Without the substantial numbers that other countries have, Dalon Taylor says, it’s crucial to collect information from sources like community organizations, researchers, and service providers to paint an accurate picture of how racism affects Black health. “We have to be collating this from different sources so we can make more informed assessments and responses that are effective,” she says.

Throughout the years that Casandra London has spent in the health care system, she’s rarely seen practitioners that look like her. She says that more Black health care providers, as well as support for Black women, would have drastically changed her experience in the system. “There are stereotypes that Black women are angry, that we’re strong, that we don’t feel pain at the same level as a white woman,” she says. “So when a Black woman walks in and expresses they have pain, it’s seen as an aggravation that we need to get over.”

Nnorom thinks that health care organizations should begin training staff in anti-oppression and cultural safety training, and anti-racism training. Taylor wants more accountability from a country, and city, that has historically left Black communities off the health agenda. “Help us to help ourselves,” she says. “We didn’t create this climate for ourselves, it was imposed on us.”

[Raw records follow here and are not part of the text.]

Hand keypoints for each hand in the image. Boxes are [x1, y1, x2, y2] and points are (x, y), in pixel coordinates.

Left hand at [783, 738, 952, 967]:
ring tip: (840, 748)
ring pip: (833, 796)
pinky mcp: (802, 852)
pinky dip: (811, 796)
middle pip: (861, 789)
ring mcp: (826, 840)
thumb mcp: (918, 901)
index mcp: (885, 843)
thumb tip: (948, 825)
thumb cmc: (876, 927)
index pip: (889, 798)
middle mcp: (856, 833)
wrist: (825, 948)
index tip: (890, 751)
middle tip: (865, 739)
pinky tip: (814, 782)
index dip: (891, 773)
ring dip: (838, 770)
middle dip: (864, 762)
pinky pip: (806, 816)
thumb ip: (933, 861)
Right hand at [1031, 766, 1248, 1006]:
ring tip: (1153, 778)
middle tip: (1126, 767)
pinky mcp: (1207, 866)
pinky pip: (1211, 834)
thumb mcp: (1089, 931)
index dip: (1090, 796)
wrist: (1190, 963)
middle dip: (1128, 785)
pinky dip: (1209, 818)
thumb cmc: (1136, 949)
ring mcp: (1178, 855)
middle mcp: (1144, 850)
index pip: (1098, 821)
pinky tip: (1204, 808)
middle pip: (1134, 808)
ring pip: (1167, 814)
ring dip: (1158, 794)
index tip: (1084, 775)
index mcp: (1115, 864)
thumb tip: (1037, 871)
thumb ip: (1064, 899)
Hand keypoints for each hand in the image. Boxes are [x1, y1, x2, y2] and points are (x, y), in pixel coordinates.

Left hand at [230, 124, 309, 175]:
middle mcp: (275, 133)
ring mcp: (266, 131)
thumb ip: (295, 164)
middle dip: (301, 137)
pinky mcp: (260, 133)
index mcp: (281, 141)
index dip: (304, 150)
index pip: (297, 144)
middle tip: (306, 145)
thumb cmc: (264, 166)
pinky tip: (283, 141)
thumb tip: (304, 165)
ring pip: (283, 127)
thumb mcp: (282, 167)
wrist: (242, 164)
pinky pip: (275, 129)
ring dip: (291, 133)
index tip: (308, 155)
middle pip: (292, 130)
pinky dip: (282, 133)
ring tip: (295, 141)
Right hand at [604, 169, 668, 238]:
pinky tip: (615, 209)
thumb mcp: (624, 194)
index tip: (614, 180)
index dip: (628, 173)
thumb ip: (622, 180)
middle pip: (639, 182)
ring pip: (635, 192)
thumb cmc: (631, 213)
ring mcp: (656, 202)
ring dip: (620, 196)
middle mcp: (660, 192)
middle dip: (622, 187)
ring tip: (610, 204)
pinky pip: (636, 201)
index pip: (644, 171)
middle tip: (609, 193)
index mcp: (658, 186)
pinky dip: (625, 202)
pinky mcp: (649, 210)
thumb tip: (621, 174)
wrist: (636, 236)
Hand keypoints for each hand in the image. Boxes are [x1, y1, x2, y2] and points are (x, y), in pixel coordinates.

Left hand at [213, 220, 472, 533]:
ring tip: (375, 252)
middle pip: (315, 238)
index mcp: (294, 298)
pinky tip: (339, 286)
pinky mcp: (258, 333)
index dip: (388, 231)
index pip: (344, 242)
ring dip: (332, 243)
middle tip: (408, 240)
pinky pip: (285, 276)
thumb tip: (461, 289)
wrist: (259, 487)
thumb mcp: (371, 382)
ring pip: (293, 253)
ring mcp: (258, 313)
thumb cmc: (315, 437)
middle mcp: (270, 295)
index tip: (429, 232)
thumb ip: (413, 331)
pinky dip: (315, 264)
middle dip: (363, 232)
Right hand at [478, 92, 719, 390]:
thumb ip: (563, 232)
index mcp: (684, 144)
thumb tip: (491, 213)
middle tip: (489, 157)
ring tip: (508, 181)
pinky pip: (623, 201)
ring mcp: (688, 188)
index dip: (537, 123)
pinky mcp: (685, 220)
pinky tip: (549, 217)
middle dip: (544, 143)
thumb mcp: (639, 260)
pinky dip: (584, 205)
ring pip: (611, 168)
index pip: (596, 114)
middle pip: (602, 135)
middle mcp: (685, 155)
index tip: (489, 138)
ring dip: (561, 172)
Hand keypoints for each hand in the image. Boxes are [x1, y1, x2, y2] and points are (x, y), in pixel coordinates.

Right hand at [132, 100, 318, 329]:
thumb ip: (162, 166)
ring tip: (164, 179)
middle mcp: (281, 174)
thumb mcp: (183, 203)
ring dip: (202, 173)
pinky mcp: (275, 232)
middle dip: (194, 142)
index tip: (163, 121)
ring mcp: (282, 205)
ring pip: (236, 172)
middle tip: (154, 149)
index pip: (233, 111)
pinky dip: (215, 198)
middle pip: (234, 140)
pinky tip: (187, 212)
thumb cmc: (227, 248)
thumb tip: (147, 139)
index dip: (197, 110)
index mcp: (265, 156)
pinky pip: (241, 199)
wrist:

Most importantly, it’s fundamental that we take seriously the ways that anti-Black racism can cause, directly or indirectly, physical and mental health issues. Black Torontonians are one of the most disadvantaged visible minority groups in the city, especially when it comes to health, and yet there seems to be a lack of urgency to increase funding, create strategies and hiring practices to better address the unique challenges of Black communities.

Researchers and health care providers who are putting Black health at the forefront of the conversation are making progress. The latest federal budget earmarked $19 million over five years for mental wellness in Black communities. Resilient Black residents are sharing their stories. But it will take continued action and a genuine willingness by the city and health care system to make Black health in Toronto a priority.

Correction: an earlier version of this article included a quote that suggested there are zero large Canadian studies on racism and health. There are very few.